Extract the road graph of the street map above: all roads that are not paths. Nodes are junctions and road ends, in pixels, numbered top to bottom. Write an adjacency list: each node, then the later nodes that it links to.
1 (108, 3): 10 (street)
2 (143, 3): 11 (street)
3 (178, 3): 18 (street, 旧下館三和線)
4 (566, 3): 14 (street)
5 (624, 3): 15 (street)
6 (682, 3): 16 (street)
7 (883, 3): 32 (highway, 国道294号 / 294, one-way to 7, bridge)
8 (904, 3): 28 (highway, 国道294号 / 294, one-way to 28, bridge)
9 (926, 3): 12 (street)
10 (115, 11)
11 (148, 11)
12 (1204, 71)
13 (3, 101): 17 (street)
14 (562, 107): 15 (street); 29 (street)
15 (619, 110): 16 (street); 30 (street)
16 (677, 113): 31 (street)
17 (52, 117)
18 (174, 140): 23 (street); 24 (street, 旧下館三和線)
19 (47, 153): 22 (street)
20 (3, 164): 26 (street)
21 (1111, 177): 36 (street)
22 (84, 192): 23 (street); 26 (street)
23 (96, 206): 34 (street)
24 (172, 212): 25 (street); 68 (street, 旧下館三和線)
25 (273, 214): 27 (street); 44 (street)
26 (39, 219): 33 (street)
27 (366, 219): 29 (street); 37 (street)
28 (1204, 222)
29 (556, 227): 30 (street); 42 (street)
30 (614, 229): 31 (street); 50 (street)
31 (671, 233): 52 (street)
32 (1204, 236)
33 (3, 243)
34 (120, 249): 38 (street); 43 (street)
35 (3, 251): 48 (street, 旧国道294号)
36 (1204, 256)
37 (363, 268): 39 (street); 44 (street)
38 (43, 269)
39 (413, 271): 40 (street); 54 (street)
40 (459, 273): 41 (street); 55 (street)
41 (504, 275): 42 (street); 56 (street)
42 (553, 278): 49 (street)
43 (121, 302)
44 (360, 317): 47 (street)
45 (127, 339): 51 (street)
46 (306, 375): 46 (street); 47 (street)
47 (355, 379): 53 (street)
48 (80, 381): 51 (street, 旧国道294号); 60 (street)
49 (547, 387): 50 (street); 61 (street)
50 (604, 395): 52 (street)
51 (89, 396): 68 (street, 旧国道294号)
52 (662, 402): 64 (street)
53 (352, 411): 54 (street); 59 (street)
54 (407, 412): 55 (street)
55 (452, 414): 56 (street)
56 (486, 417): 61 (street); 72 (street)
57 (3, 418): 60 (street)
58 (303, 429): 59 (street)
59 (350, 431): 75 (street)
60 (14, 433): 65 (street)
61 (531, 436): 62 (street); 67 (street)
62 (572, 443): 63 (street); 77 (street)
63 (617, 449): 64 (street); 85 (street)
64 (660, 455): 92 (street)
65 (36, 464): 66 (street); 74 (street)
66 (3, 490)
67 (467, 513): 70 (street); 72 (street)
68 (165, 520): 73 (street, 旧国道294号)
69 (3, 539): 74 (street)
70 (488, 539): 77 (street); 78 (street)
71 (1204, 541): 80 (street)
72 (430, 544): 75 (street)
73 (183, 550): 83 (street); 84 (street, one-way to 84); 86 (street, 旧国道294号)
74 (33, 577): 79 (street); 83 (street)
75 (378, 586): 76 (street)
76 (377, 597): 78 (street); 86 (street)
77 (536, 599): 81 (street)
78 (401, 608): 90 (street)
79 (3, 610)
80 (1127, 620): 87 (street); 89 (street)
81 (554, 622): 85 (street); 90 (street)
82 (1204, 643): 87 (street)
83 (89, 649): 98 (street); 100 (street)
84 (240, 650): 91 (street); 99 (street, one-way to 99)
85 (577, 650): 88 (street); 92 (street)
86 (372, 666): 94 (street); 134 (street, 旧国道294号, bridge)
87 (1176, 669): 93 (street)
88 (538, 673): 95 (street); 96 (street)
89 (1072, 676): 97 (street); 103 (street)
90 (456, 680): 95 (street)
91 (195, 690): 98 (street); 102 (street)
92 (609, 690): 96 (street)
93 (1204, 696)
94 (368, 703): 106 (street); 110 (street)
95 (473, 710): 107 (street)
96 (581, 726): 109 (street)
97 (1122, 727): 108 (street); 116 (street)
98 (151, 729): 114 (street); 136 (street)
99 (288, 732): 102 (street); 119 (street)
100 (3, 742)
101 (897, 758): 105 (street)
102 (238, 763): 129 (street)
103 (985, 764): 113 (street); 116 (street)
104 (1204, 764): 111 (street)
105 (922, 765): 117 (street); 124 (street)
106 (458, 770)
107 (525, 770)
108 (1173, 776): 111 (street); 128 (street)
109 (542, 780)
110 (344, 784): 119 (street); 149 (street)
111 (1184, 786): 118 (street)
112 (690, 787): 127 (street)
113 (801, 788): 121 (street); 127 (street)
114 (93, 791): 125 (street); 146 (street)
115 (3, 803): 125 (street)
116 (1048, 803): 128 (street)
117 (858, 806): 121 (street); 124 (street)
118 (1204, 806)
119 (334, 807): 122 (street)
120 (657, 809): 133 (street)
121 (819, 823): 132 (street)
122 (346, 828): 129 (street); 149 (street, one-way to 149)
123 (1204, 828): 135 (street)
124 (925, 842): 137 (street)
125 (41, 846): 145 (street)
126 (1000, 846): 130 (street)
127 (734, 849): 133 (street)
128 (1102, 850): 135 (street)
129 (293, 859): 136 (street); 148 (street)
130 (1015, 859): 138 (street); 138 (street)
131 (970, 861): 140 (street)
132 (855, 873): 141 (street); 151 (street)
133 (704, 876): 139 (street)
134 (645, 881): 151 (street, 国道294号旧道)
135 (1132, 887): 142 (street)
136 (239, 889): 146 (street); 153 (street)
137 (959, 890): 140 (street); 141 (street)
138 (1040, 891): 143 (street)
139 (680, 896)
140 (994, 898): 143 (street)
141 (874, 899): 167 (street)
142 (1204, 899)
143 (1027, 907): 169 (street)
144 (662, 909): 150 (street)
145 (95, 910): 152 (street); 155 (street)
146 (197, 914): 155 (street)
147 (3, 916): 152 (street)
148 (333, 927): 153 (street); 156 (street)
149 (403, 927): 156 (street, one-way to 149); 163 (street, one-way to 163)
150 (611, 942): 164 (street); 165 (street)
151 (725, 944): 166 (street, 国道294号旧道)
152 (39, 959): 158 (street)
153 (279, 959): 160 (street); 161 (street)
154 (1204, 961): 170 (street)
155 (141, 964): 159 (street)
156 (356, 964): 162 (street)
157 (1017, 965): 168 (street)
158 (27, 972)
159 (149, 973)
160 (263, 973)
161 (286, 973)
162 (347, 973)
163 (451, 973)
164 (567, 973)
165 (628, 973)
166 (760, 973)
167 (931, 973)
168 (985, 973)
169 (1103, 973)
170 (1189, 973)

########################################

Output the listing above without altering a single character.

* [Exercise response]
Extract the road graph of the street map above: all roads that are not paths. Nodes are junctions and road ends, in pixels, numbered top to bottom. Write an adjacency list: each node, then the later nodes that it links to.
1 (108, 3): 10 (street)
2 (143, 3): 11 (street)
3 (178, 3): 18 (street, 旧下館三和線)
4 (566, 3): 14 (street)
5 (624, 3): 15 (street)
6 (682, 3): 16 (street)
7 (883, 3): 32 (highway, 国道294号 / 294, one-way to 7, bridge)
8 (904, 3): 28 (highway, 国道294号 / 294, one-way to 28, bridge)
9 (926, 3): 12 (street)
10 (115, 11)
11 (148, 11)
12 (1204, 71)
13 (3, 101): 17 (street)
14 (562, 107): 15 (street); 29 (street)
15 (619, 110): 16 (street); 30 (street)
16 (677, 113): 31 (street)
17 (52, 117)
18 (174, 140): 23 (street); 24 (street, 旧下館三和線)
19 (47, 153): 22 (street)
20 (3, 164): 26 (street)
21 (1111, 177): 36 (street)
22 (84, 192): 23 (street); 26 (street)
23 (96, 206): 34 (street)
24 (172, 212): 25 (street); 68 (street, 旧下館三和線)
25 (273, 214): 27 (street); 44 (street)
26 (39, 219): 33 (street)
27 (366, 219): 29 (street); 37 (street)
28 (1204, 222)
29 (556, 227): 30 (street); 42 (street)
30 (614, 229): 31 (street); 50 (street)
31 (671, 233): 52 (street)
32 (1204, 236)
33 (3, 243)
34 (120, 249): 38 (street); 43 (street)
35 (3, 251): 48 (street, 旧国道294号)
36 (1204, 256)
37 (363, 268): 39 (street); 44 (street)
38 (43, 269)
39 (413, 271): 40 (street); 54 (street)
40 (459, 273): 41 (street); 55 (street)
41 (504, 275): 42 (street); 56 (street)
42 (553, 278): 49 (street)
43 (121, 302)
44 (360, 317): 47 (street)
45 (127, 339): 51 (street)
46 (306, 375): 46 (street); 47 (street)
47 (355, 379): 53 (street)
48 (80, 381): 51 (street, 旧国道294号); 60 (street)
49 (547, 387): 50 (street); 61 (street)
50 (604, 395): 52 (street)
51 (89, 396): 68 (street, 旧国道294号)
52 (662, 402): 64 (street)
53 (352, 411): 54 (street); 59 (street)
54 (407, 412): 55 (street)
55 (452, 414): 56 (street)
56 (486, 417): 61 (street); 72 (street)
57 (3, 418): 60 (street)
58 (303, 429): 59 (street)
59 (350, 431): 75 (street)
60 (14, 433): 65 (street)
61 (531, 436): 62 (street); 67 (street)
62 (572, 443): 63 (street); 77 (street)
63 (617, 449): 64 (street); 85 (street)
64 (660, 455): 92 (street)
65 (36, 464): 66 (street); 74 (street)
66 (3, 490)
67 (467, 513): 70 (street); 72 (street)
68 (165, 520): 73 (street, 旧国道294号)
69 (3, 539): 74 (street)
70 (488, 539): 77 (street); 78 (street)
71 (1204, 541): 80 (street)
72 (430, 544): 75 (street)
73 (183, 550): 83 (street); 84 (street, one-way to 84); 86 (street, 旧国道294号)
74 (33, 577): 79 (street); 83 (street)
75 (378, 586): 76 (street)
76 (377, 597): 78 (street); 86 (street)
77 (536, 599): 81 (street)
78 (401, 608): 90 (street)
79 (3, 610)
80 (1127, 620): 87 (street); 89 (street)
81 (554, 622): 85 (street); 90 (street)
82 (1204, 643): 87 (street)
83 (89, 649): 98 (street); 100 (street)
84 (240, 650): 91 (street); 99 (street, one-way to 99)
85 (577, 650): 88 (street); 92 (street)
86 (372, 666): 94 (street); 134 (street, 旧国道294号, bridge)
87 (1176, 669): 93 (street)
88 (538, 673): 95 (street); 96 (street)
89 (1072, 676): 97 (street); 103 (street)
90 (456, 680): 95 (street)
91 (195, 690): 98 (street); 102 (street)
92 (609, 690): 96 (street)
93 (1204, 696)
94 (368, 703): 106 (street); 110 (street)
95 (473, 710): 107 (street)
96 (581, 726): 109 (street)
97 (1122, 727): 108 (street); 116 (street)
98 (151, 729): 114 (street); 136 (street)
99 (288, 732): 102 (street); 119 (street)
100 (3, 742)
101 (897, 758): 105 (street)
102 (238, 763): 129 (street)
103 (985, 764): 113 (street); 116 (street)
104 (1204, 764): 111 (street)
105 (922, 765): 117 (street); 124 (street)
106 (458, 770)
107 (525, 770)
108 (1173, 776): 111 (street); 128 (street)
109 (542, 780)
110 (344, 784): 119 (street); 149 (street)
111 (1184, 786): 118 (street)
112 (690, 787): 127 (street)
113 (801, 788): 121 (street); 127 (street)
114 (93, 791): 125 (street); 146 (street)
115 (3, 803): 125 (street)
116 (1048, 803): 128 (street)
117 (858, 806): 121 (street); 124 (street)
118 (1204, 806)
119 (334, 807): 122 (street)
120 (657, 809): 133 (street)
121 (819, 823): 132 (street)
122 (346, 828): 129 (street); 149 (street, one-way to 149)
123 (1204, 828): 135 (street)
124 (925, 842): 137 (street)
125 (41, 846): 145 (street)
126 (1000, 846): 130 (street)
127 (734, 849): 133 (street)
128 (1102, 850): 135 (street)
129 (293, 859): 136 (street); 148 (street)
130 (1015, 859): 138 (street); 138 (street)
131 (970, 861): 140 (street)
132 (855, 873): 141 (street); 151 (street)
133 (704, 876): 139 (street)
134 (645, 881): 151 (street, 国道294号旧道)
135 (1132, 887): 142 (street)
136 (239, 889): 146 (street); 153 (street)
137 (959, 890): 140 (street); 141 (street)
138 (1040, 891): 143 (street)
139 (680, 896)
140 (994, 898): 143 (street)
141 (874, 899): 167 (street)
142 (1204, 899)
143 (1027, 907): 169 (street)
144 (662, 909): 150 (street)
145 (95, 910): 152 (street); 155 (street)
146 (197, 914): 155 (street)
147 (3, 916): 152 (street)
148 (333, 927): 153 (street); 156 (street)
149 (403, 927): 156 (street, one-way to 149); 163 (street, one-way to 163)
150 (611, 942): 164 (street); 165 (street)
151 (725, 944): 166 (street, 国道294号旧道)
152 (39, 959): 158 (street)
153 (279, 959): 160 (street); 161 (street)
154 (1204, 961): 170 (street)
155 (141, 964): 159 (street)
156 (356, 964): 162 (street)
157 (1017, 965): 168 (street)
158 (27, 972)
159 (149, 973)
160 (263, 973)
161 (286, 973)
162 (347, 973)
163 (451, 973)
164 (567, 973)
165 (628, 973)
166 (760, 973)
167 (931, 973)
168 (985, 973)
169 (1103, 973)
170 (1189, 973)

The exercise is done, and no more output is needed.